● **PROBLEM TO WORK ON**
Print the line containing "index mcp: (270, 202)" and every later line of the records. Keep each one exactly as given, ending with the last.

● **Collected data**
━━━━

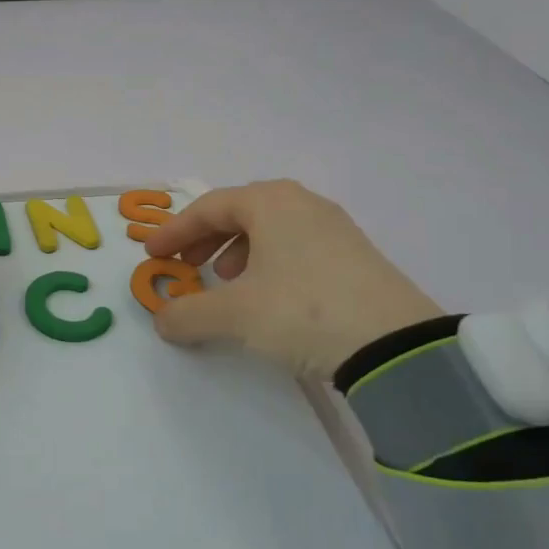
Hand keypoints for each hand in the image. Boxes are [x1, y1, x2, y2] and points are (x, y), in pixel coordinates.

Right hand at [145, 180, 441, 378]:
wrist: (395, 346)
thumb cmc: (301, 311)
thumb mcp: (235, 315)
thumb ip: (189, 314)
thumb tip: (162, 320)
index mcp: (270, 202)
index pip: (208, 208)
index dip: (174, 231)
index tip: (153, 255)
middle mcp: (302, 203)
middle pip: (240, 212)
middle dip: (206, 239)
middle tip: (188, 266)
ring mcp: (335, 228)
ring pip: (271, 230)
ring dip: (239, 252)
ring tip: (229, 283)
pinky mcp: (356, 255)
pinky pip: (298, 246)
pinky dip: (270, 263)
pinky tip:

━━━━

● **RESPONSE TO THIS TASK**
index mcp: (270, 202)
index pip: (208, 208)
index dip: (174, 231)
index tip: (153, 255)
middle mcp: (302, 203)
middle pip: (240, 212)
middle dip: (206, 239)
middle tip: (188, 266)
ring mcp: (335, 228)
ring pip: (271, 230)
ring dip: (239, 252)
ring tip: (229, 283)
pinky mcp: (356, 255)
pinky pip: (298, 246)
pinky dip: (270, 263)
pinky tip:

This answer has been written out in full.